[Opening Data for processing section]

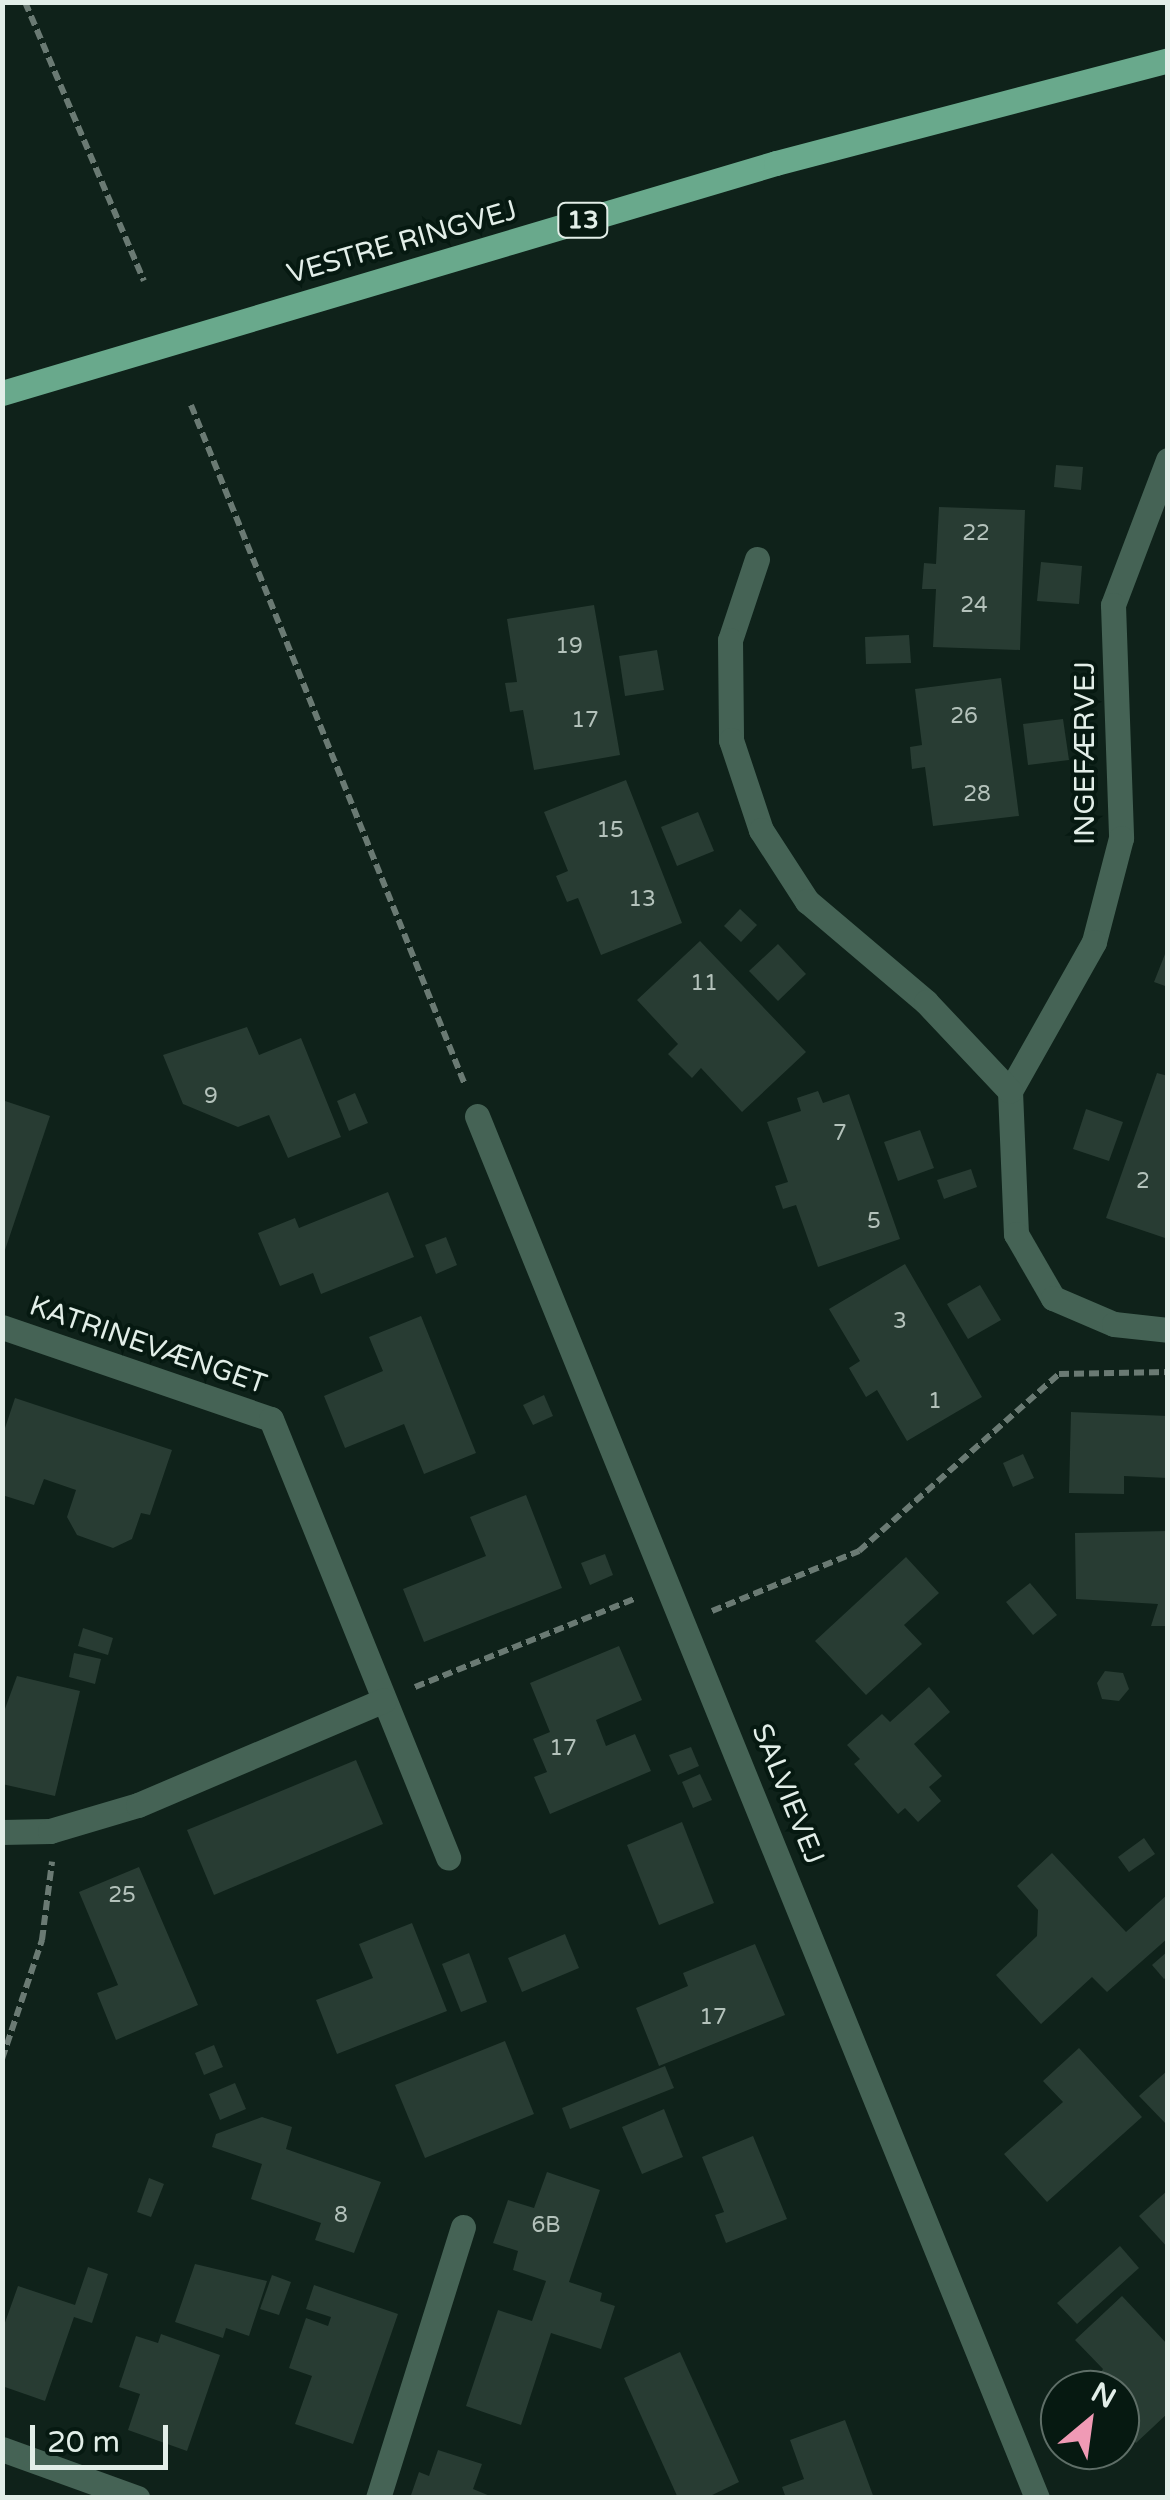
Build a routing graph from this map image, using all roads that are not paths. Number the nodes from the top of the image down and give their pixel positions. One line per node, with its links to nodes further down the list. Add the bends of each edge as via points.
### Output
1 (1168, 60): 2 (main road, VESTRE RINGVEJ / 13, via 776,163)
2 (2, 393)
3 (1168, 460): 5 (street, INGEFÆRVEJ, via 1114,605 1122,838 1094,942)
4 (757, 560): 5 (street, via 730,640 731,740 761,830 807,901 926,1002)
5 (1010, 1091): 8 (street, via 1016,1234 1054,1298 1114,1324)
6 (477, 1116): 16 (street, SALVIEVEJ)
7 (2, 1327): 9 (street, KATRINEVÆNGET, via 271,1419)
8 (1168, 1330)
9 (384, 1700): 10 (street, via 138,1804 50,1831); 11 (street, KATRINEVÆNGET)
10 (2, 1832)
11 (448, 1858)
12 (463, 2227): 15 (street)
13 (2, 2449): 14 (street)
14 (137, 2498)
15 (378, 2498)
16 (1038, 2498)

[Closing Data for processing section]

- [What this task involves] Any picture in the data is to be skipped, while each line is returned exactly as written.

- [Written response]
Build a routing graph from this map image, using all roads that are not paths. Number the nodes from the top of the image down and give their pixel positions. One line per node, with its links to nodes further down the list. Add the bends of each edge as via points.
### Output
1 (1168, 60): 2 (main road, VESTRE RINGVEJ / 13, via 776,163)
2 (2, 393)
3 (1168, 460): 5 (street, INGEFÆRVEJ, via 1114,605 1122,838 1094,942)
4 (757, 560): 5 (street, via 730,640 731,740 761,830 807,901 926,1002)
5 (1010, 1091): 8 (street, via 1016,1234 1054,1298 1114,1324)
6 (477, 1116): 16 (street, SALVIEVEJ)
7 (2, 1327): 9 (street, KATRINEVÆNGET, via 271,1419)
8 (1168, 1330)
9 (384, 1700): 10 (street, via 138,1804 50,1831); 11 (street, KATRINEVÆNGET)
10 (2, 1832)
11 (448, 1858)
12 (463, 2227): 15 (street)
13 (2, 2449): 14 (street)
14 (137, 2498)
15 (378, 2498)
16 (1038, 2498)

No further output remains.